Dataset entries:

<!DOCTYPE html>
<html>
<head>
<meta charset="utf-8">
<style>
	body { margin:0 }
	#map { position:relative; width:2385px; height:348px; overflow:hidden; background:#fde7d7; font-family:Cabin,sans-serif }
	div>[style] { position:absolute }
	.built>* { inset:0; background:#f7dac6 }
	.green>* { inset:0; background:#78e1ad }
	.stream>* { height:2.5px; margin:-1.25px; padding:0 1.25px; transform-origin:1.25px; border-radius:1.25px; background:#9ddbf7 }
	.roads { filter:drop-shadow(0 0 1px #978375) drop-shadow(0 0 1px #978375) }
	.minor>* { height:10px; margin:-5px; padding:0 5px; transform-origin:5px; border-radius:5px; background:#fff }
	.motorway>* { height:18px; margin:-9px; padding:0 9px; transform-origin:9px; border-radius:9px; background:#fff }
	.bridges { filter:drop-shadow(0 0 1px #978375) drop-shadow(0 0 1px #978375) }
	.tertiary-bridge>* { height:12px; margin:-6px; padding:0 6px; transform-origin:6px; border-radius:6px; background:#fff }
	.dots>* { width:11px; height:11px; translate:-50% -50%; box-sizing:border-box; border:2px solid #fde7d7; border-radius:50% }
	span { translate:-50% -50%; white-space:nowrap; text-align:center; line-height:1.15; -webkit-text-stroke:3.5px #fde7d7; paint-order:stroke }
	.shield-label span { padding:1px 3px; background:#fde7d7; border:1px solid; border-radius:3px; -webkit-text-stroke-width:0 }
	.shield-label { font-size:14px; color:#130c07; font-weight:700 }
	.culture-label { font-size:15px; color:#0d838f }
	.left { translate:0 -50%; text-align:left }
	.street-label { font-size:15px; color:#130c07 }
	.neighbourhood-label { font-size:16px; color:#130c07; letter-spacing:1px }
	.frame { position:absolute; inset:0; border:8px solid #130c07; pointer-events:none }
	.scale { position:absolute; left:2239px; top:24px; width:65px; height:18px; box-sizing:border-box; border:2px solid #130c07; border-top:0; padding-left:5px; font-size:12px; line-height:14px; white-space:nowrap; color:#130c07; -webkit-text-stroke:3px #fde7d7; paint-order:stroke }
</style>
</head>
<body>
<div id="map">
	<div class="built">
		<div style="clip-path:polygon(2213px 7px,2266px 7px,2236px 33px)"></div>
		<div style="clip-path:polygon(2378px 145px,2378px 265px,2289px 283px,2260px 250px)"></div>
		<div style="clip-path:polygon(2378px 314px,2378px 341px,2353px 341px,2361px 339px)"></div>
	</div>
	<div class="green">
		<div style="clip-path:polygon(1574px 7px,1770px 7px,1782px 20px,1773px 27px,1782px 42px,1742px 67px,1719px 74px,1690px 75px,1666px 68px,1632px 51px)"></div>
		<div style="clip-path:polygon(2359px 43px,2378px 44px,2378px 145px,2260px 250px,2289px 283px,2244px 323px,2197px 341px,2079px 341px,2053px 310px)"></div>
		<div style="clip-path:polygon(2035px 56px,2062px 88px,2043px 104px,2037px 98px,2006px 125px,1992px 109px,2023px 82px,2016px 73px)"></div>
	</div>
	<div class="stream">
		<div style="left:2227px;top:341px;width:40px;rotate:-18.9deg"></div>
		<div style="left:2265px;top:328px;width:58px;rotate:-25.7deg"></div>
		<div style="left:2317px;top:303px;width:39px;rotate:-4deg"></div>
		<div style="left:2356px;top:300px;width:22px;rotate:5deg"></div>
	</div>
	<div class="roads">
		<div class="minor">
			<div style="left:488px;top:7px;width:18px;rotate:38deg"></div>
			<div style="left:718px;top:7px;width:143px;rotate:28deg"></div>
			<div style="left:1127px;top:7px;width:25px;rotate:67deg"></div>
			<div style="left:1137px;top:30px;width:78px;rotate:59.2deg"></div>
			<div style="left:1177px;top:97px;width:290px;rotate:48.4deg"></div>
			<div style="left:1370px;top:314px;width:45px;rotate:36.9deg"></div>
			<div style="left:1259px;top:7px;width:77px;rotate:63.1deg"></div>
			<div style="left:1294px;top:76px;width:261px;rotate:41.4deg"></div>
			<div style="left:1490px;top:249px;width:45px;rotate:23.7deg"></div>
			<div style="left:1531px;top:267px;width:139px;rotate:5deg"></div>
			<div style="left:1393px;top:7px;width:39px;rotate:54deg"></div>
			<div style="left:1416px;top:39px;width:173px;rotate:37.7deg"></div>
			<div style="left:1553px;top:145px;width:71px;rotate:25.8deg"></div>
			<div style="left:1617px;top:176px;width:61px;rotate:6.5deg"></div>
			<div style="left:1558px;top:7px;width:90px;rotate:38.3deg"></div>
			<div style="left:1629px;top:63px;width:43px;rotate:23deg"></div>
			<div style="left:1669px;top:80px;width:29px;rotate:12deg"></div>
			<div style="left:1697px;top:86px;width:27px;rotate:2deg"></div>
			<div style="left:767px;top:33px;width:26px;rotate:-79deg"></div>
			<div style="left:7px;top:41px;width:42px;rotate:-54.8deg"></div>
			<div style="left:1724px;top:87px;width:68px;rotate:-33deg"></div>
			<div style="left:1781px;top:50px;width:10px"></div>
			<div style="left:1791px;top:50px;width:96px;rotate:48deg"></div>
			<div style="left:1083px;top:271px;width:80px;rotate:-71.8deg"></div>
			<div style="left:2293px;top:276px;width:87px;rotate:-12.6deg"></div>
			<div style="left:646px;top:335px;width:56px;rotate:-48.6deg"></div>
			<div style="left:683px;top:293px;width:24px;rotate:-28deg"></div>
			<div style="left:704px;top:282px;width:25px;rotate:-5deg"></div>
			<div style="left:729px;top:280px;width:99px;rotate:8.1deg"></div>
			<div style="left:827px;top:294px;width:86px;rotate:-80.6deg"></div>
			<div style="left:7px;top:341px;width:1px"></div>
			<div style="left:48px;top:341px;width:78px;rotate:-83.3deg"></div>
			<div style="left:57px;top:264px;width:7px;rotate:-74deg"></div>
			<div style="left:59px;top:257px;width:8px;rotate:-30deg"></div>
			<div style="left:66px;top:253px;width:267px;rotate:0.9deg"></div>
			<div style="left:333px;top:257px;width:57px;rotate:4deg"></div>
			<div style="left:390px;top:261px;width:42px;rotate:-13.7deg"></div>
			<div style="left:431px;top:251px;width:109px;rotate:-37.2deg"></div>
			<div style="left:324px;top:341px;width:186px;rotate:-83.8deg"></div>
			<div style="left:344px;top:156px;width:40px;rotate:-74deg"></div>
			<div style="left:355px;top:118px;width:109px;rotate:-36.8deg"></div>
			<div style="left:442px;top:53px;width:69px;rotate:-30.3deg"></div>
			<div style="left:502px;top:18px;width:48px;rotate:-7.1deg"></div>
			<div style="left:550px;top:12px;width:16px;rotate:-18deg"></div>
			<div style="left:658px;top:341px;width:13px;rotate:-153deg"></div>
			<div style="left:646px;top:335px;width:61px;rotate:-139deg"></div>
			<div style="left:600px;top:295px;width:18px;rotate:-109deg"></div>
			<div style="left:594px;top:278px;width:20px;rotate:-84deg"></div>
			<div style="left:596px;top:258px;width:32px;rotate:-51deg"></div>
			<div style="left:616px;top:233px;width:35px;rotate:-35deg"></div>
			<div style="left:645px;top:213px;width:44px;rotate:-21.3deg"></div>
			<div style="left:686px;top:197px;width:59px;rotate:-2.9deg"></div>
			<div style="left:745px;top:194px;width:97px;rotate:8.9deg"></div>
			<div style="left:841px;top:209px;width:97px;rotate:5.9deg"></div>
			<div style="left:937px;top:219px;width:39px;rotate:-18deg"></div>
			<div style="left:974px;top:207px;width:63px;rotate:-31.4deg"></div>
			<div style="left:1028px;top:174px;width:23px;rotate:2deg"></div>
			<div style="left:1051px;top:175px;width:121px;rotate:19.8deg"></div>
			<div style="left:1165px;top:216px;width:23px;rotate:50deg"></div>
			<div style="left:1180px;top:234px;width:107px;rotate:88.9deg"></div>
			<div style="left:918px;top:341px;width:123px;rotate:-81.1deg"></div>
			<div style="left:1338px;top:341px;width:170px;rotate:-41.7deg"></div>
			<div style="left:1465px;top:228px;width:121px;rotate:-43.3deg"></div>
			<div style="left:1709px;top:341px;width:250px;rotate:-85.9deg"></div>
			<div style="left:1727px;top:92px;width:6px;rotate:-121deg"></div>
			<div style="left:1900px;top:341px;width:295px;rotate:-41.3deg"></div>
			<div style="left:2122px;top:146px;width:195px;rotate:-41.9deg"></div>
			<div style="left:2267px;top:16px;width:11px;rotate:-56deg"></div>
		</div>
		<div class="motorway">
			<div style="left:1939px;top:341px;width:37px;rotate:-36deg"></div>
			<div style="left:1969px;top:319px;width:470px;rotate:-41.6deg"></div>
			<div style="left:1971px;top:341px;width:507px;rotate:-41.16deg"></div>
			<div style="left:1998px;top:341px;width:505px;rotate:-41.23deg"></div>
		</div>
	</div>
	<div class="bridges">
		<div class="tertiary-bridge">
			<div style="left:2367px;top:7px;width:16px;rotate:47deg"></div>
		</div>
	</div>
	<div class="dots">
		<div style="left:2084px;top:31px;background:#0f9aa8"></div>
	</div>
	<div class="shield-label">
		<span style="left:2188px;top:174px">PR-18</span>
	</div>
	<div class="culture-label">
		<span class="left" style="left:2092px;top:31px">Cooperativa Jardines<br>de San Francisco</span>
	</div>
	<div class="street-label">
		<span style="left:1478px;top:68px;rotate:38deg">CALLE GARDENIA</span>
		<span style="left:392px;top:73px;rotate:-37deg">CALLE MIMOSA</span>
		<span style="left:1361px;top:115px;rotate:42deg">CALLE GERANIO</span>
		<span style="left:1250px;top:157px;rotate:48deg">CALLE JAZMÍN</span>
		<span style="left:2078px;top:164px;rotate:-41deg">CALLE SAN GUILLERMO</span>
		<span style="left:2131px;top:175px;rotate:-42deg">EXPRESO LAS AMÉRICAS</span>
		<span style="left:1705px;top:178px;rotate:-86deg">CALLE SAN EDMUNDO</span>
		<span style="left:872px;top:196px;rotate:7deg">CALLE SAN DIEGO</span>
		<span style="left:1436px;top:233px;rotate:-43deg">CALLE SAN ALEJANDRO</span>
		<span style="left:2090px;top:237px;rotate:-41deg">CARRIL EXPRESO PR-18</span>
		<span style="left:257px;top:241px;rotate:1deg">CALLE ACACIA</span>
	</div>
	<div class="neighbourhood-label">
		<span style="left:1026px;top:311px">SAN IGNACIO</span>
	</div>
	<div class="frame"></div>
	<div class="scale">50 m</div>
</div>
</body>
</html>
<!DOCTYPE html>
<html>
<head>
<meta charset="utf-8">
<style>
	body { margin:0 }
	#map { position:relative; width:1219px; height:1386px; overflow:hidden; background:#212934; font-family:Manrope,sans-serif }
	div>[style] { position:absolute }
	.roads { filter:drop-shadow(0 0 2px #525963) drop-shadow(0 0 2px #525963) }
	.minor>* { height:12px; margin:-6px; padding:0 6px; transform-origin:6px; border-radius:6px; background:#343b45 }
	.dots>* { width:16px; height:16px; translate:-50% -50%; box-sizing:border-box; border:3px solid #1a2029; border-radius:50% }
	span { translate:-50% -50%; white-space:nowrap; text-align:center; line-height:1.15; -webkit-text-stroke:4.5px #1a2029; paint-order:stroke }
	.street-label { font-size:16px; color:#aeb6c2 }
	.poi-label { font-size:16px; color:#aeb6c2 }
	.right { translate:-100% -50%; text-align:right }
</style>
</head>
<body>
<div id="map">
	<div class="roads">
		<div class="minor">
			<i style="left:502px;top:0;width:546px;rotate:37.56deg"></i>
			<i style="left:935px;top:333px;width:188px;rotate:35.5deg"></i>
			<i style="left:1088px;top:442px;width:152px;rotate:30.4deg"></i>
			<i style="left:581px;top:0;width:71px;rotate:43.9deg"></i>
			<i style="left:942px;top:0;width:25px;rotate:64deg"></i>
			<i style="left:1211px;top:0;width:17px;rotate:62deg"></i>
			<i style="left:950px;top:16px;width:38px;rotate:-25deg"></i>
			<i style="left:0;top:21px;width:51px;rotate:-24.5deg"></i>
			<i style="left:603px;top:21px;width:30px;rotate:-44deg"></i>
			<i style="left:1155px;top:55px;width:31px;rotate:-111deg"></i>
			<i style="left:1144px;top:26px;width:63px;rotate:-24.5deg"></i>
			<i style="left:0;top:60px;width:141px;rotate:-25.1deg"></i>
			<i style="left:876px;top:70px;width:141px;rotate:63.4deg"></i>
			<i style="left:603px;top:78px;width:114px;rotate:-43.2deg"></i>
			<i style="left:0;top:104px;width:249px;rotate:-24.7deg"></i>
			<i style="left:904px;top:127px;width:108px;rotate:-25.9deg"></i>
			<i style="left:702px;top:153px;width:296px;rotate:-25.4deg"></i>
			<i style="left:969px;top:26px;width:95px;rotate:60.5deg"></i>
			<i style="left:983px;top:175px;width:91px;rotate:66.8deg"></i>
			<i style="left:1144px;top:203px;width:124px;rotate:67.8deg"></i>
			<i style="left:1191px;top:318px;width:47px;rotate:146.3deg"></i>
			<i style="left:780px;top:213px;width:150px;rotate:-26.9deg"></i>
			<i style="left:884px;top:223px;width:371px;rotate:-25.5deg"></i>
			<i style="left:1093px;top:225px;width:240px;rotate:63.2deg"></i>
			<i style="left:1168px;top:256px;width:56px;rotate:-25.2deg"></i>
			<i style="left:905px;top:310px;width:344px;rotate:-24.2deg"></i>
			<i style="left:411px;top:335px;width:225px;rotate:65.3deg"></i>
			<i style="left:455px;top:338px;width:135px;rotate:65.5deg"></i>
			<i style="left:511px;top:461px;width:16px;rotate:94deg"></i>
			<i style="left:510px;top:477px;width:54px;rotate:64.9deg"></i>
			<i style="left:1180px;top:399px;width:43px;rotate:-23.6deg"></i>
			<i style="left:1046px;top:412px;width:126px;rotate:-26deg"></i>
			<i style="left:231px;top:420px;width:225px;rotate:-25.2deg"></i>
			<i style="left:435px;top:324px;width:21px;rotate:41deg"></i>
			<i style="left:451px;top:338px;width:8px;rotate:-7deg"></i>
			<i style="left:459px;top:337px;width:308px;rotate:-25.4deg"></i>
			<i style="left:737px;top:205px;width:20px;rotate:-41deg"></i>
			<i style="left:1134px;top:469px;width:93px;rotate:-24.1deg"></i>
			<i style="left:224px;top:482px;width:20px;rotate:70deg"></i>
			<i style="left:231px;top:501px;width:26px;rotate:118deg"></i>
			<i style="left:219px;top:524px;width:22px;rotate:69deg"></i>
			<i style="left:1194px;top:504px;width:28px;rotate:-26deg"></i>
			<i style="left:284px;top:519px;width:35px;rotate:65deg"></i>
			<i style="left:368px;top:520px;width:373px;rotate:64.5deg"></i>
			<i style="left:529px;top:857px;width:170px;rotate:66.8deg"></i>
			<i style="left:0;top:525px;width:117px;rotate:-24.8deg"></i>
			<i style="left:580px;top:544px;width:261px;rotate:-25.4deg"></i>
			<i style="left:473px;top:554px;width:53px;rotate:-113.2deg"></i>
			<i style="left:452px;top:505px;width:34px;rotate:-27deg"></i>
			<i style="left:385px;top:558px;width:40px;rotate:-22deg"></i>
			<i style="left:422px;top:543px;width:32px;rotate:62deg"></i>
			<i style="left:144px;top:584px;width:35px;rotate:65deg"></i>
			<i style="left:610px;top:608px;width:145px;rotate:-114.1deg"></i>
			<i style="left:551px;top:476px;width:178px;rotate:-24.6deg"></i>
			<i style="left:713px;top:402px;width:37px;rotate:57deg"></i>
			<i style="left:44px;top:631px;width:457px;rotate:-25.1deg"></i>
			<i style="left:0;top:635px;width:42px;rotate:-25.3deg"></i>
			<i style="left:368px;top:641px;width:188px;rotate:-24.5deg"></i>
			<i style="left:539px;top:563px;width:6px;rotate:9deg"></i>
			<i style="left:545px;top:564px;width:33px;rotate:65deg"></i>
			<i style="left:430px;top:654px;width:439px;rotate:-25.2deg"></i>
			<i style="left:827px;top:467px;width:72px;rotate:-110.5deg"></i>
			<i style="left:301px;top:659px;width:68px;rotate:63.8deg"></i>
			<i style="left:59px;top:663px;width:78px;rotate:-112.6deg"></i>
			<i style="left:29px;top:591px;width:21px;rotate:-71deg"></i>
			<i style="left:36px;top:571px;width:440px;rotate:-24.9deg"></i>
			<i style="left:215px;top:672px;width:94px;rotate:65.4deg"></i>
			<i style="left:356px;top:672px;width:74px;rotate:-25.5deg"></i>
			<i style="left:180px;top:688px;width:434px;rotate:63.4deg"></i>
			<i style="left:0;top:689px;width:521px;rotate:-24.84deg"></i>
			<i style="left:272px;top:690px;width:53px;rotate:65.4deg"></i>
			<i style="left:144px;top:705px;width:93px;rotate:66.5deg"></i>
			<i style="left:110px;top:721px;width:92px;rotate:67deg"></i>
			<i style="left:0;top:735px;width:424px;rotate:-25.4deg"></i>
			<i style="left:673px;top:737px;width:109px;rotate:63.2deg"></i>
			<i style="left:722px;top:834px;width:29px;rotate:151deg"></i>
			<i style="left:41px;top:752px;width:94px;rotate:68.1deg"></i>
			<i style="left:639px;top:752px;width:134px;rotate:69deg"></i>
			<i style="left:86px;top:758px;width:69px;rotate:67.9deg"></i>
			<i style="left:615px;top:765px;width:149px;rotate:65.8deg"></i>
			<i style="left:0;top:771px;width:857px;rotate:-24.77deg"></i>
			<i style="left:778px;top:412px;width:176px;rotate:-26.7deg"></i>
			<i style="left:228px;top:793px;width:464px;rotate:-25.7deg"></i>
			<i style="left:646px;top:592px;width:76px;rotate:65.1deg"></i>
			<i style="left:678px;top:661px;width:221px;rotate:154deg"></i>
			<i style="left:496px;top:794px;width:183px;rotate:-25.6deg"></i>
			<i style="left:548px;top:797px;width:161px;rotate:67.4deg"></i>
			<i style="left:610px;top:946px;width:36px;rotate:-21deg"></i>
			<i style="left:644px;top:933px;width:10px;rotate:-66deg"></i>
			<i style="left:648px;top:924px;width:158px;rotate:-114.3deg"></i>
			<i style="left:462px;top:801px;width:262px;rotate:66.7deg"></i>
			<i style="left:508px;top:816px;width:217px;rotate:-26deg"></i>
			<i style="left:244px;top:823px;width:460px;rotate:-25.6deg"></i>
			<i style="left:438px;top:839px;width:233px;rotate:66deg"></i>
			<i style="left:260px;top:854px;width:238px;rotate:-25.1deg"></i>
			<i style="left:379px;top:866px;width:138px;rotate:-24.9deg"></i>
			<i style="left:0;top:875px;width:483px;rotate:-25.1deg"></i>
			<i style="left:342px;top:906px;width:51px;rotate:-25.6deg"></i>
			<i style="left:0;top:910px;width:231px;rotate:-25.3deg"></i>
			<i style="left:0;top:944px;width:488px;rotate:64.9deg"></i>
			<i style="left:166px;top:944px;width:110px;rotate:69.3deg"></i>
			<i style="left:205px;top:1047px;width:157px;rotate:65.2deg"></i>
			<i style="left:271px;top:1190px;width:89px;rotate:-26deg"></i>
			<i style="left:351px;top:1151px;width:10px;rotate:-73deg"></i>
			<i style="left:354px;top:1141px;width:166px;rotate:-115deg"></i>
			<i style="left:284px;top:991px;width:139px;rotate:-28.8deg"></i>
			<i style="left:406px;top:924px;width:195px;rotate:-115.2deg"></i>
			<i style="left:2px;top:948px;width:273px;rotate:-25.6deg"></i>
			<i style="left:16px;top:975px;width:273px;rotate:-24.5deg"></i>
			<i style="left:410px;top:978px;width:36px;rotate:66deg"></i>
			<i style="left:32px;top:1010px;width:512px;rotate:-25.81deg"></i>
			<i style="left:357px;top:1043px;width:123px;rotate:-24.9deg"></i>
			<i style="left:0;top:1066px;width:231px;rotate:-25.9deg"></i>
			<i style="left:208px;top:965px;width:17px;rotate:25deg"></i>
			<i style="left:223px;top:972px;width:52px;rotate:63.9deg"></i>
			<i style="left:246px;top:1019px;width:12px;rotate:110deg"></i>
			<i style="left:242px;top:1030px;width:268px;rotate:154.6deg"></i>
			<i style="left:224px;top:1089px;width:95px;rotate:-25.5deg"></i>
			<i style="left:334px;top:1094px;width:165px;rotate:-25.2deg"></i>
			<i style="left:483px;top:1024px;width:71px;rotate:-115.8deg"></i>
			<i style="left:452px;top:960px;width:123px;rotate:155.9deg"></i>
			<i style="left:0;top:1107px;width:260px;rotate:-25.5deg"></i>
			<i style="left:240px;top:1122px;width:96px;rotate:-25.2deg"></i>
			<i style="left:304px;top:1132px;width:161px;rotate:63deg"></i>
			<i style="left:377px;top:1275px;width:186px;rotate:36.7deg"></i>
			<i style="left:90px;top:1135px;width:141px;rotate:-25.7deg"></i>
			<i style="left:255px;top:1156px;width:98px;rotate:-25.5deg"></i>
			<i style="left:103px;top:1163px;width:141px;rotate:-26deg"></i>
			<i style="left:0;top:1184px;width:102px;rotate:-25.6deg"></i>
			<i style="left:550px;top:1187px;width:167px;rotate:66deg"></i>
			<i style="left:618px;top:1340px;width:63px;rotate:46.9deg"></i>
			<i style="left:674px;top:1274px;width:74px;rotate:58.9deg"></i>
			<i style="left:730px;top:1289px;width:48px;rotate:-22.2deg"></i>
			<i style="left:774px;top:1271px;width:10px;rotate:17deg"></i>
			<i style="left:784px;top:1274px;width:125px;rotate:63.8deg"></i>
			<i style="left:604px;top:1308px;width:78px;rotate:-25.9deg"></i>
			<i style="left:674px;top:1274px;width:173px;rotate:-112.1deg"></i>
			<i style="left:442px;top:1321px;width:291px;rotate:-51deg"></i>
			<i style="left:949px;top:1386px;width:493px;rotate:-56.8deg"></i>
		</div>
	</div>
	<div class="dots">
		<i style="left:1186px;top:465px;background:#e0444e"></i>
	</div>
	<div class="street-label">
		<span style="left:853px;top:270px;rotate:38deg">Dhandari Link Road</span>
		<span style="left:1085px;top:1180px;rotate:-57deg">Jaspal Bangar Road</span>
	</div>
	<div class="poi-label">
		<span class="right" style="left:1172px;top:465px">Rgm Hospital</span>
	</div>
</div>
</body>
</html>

WORK REQUEST:
Show every line above where "white" is found.

WRITTEN ANSWER:
	span { translate:-50% -50%; white-space:nowrap; text-align:center; line-height:1.15; -webkit-text-stroke:3.5px #fde7d7; paint-order:stroke }
	.scale { position:absolute; left:2239px; top:24px; width:65px; height:18px; box-sizing:border-box; border:2px solid #130c07; border-top:0; padding-left:5px; font-size:12px; line-height:14px; white-space:nowrap; color:#130c07; -webkit-text-stroke:3px #fde7d7; paint-order:stroke }
	span { translate:-50% -50%; white-space:nowrap; text-align:center; line-height:1.15; -webkit-text-stroke:4.5px #1a2029; paint-order:stroke }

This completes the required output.